DeepMoCap: Deep Optical Motion Capture using multiple Depth Sensors and Retro-reflectors

Last update: Oct 08, 2022

Overview

DeepMoCap: Deep Optical Motion Capture using multiple Depth Sensors and Retro-reflectors

By Anargyros Chatzitofis, Dimitris Zarpalas, Stefanos Kollias, Petros Daras.

Introduction

DeepMoCap constitutes a low-cost, marker-based optical motion capture method that consumes multiple spatio-temporally aligned infrared-depth sensor streams using retro-reflective straps and patches (reflectors).

DeepMoCap explores motion capture by automatically localizing and labeling reflectors on depth images and, subsequently, on 3D space. Introducing a non-parametric representation to encode the temporal correlation among pairs of colorized depthmaps and 3D optical flow frames, a multi-stage Fully Convolutional Network (FCN) architecture is proposed to jointly learn reflector locations and their temporal dependency among sequential frames. The extracted reflector 2D locations are spatially mapped in 3D space, resulting in robust optical data extraction. To this end, the subject's motion is efficiently captured by applying a template-based fitting technique.

This project is licensed under the terms of the license.

Testing
Datasets
Citation

Testing

For testing the FCN model, please visit "testing/" enabling the 3D optical data extraction from colorized depth and 3D optical flow input. The data should be appropriately formed and the DeepMoCap FCN model should be placed to "testing/model/keras".

The proposed FCN is evaluated on the DMC2.5D dataset measuring mean Average Precision (mAP) for the entire set, based on Percentage of Correct Keypoints (PCK) thresholds (a = 0.05). The proposed method outperforms the competitive methods as shown in the table below.

Method	Total	Total (without end-reflectors)
CPM	92.16%	95.27%
CPM+PAFs	92.79%	95.61%
CPM+PAFs + 3D OF	92.84%	95.67%
Proposed	93.73%	96.77%

Supplementaty material (video)

Datasets

Two datasets have been created and made publicly available for evaluation purposes; one comprising multi-view depth and 3D optical flow annotated images (DMC2.5D), and a second, consisting of spatio-temporally aligned multi-view depth images along with skeleton, inertial and ground truth MoCap data (DMC3D).

DMC2.5D

The DMC2.5D Dataset was captured in order to train and test the DeepMoCap FCN. It comprises pairs per view of:

colorized depth and
3D optical flow data (the primal-dual algorithm used in the present work can be found @ https://github.com/MarianoJT88/PD-Flow, using IR data instead of RGB).

The samples were randomly selected from 8 subjects.
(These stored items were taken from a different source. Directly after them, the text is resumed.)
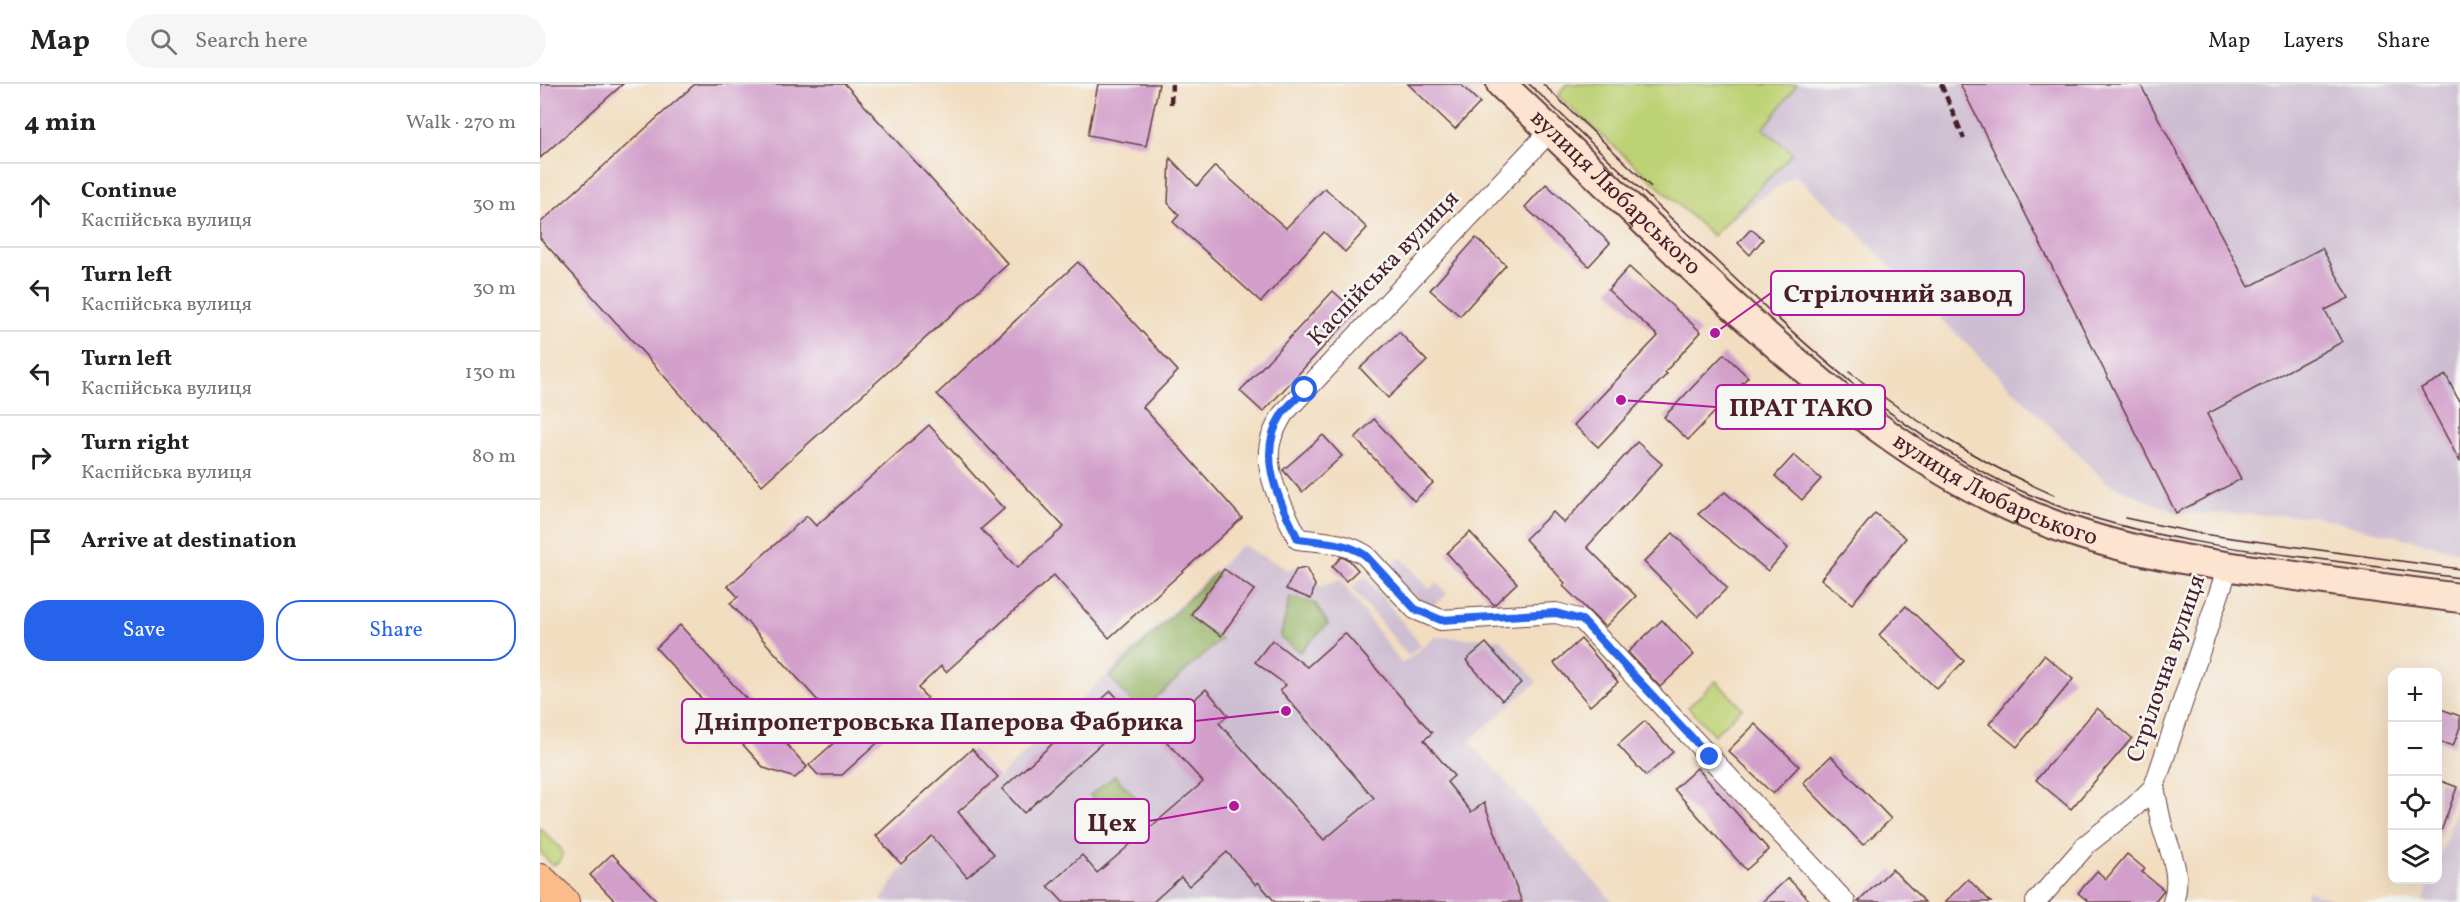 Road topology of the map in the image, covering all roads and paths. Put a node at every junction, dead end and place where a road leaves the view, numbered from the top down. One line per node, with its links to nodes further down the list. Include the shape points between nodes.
1 (1501, 84): 2 (main road, вулиця Любарського)
2 (1550, 131): 3 (main road, вулиця Любарського, via 1781,350 1904,448 1977,490 2050,524 2120,545); 8 (street, Каспійська вулиця, via 1282,414 1271,438 1269,459 1277,495 1298,539 1337,543 1357,550 1415,609 1441,620 1556,613 1582,620)
3 (2228, 567): 4 (main road, вулиця Любарського); 5 (street, Стрілочна вулиця)
4 (2460, 598)
5 (2154, 787): 9 (street, Стрілочна вулиця, via 2087,844); 10 (street, Стрілочна вулиця, via 2175,866)
6 (540, 880): 7 (main road)
7 (563, 902)
8 (1845, 902)
9 (2036, 902)
10 (2173, 902) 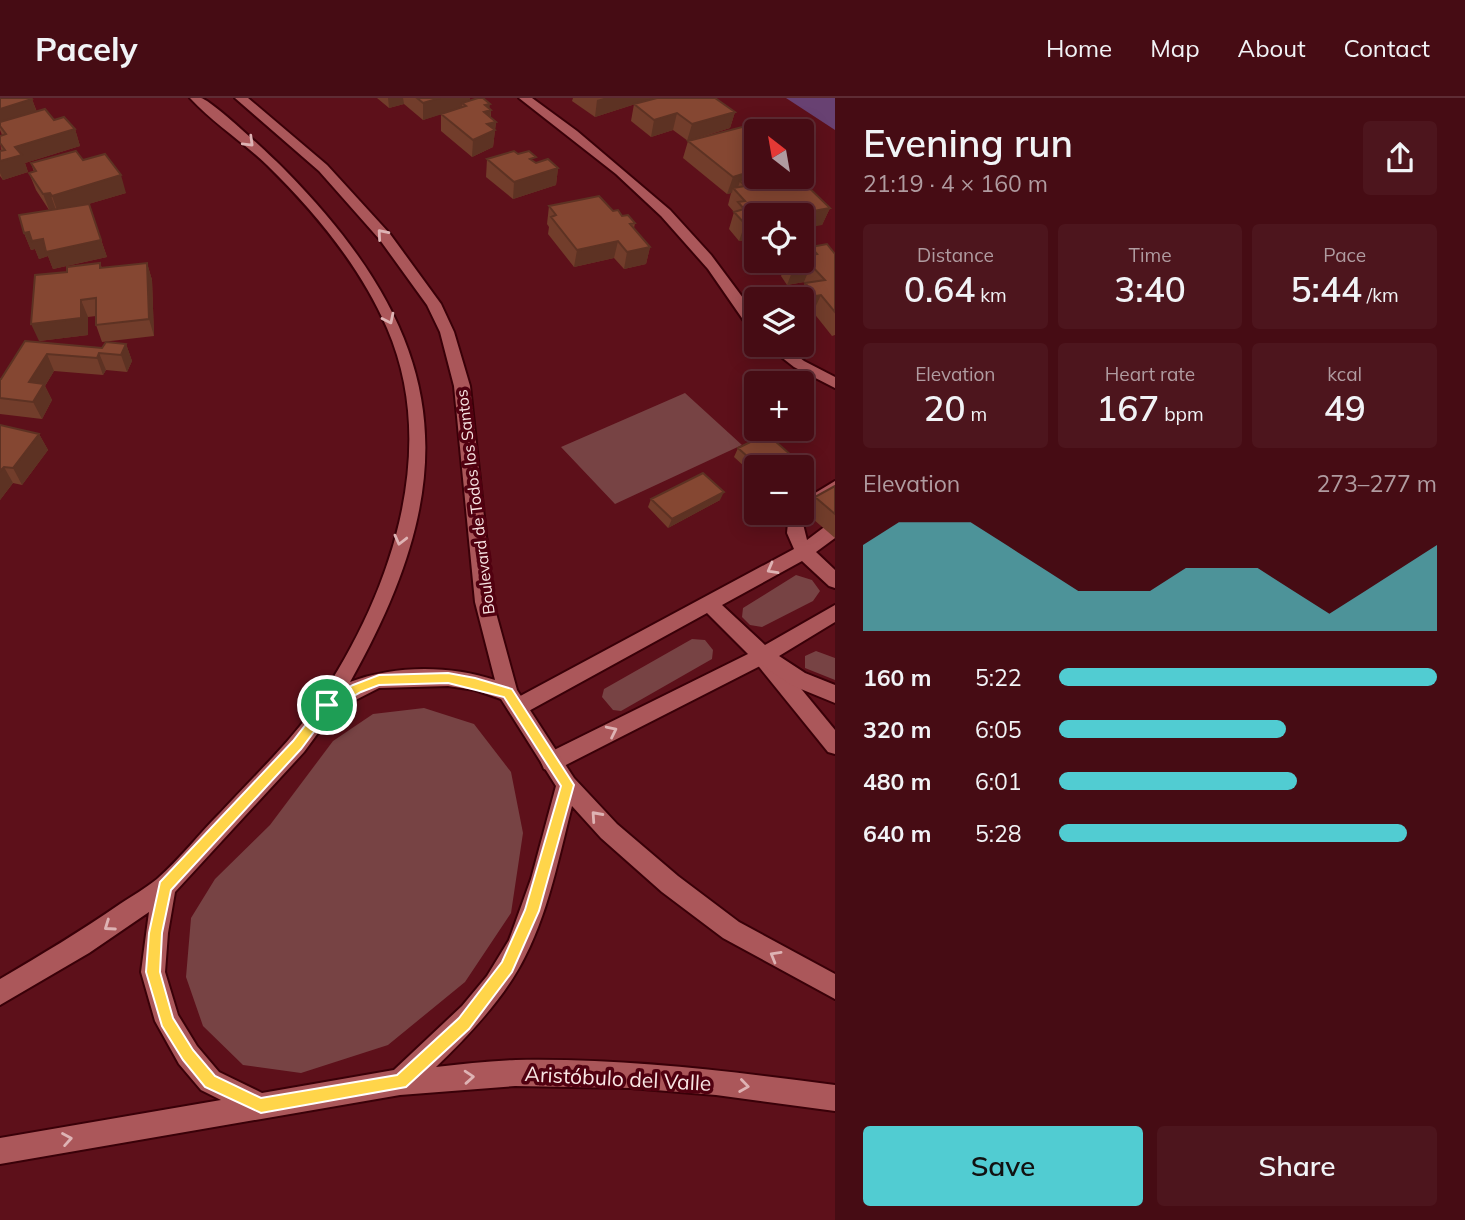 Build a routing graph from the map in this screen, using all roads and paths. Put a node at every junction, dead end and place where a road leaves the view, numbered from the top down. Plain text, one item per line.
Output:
1 (196, 98) edge
2 (240, 98) edge
3 (525, 98) edge
4 (744, 311) edge
5 (789, 357) edge
6 (835, 383) edge
7 (835, 487) edge
8 (814, 501) edge
9 (796, 525) edge
10 (830, 533) edge
11 (803, 552) junction
12 (835, 581) edge
13 (710, 604) junction
14 (835, 613) edge
15 (762, 656) junction
16 (835, 694) edge
17 (513, 700) junction
18 (327, 705) junction
19 (835, 746) edge
20 (551, 762) junction
21 (567, 785) junction
22 (165, 887) junction
23 (835, 987) edge
24 (0, 993) edge
25 (400, 1082) junction
26 (835, 1098) edge
27 (261, 1106) junction
28 (0, 1151) edge

1 -> 18 street
17 -> 2 street, Boulevard de Todos los Santos
3 - 4 street
5 - 6 street
7 - 8 street
9 - 11 street
10 - 11 street
11 - 12 street
11 -> 13 street
13 - 15 street
13 - 17 street
14 - 15 street
15 - 16 street
15 - 19 street
20 -> 15 street
17 - 18 street
17 - 20 street, Boulevard de Todos los Santos
18 - 22 street
20 - 21 street, Boulevard de Todos los Santos
23 -> 21 street
21 - 25 street
22 -> 24 street
22 - 27 street
25 -> 26 street, Aristóbulo del Valle
25 - 27 street, Aristóbulo del Valle
28 -> 27 street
More specifically, 25K single-view pair samples were annotated with over 300K total keypoints (i.e., reflector 2D locations of current and previous frames on the image), trying to cover a variety of poses and movements in the scene. 20K, 3K and 2K samples were used for training, validation and testing the FCN model, respectively. The annotation was semi-automatically realized by applying image processing and 3D vision techniques, while the dataset was manually refined using the 2D-reflectorset-annotator.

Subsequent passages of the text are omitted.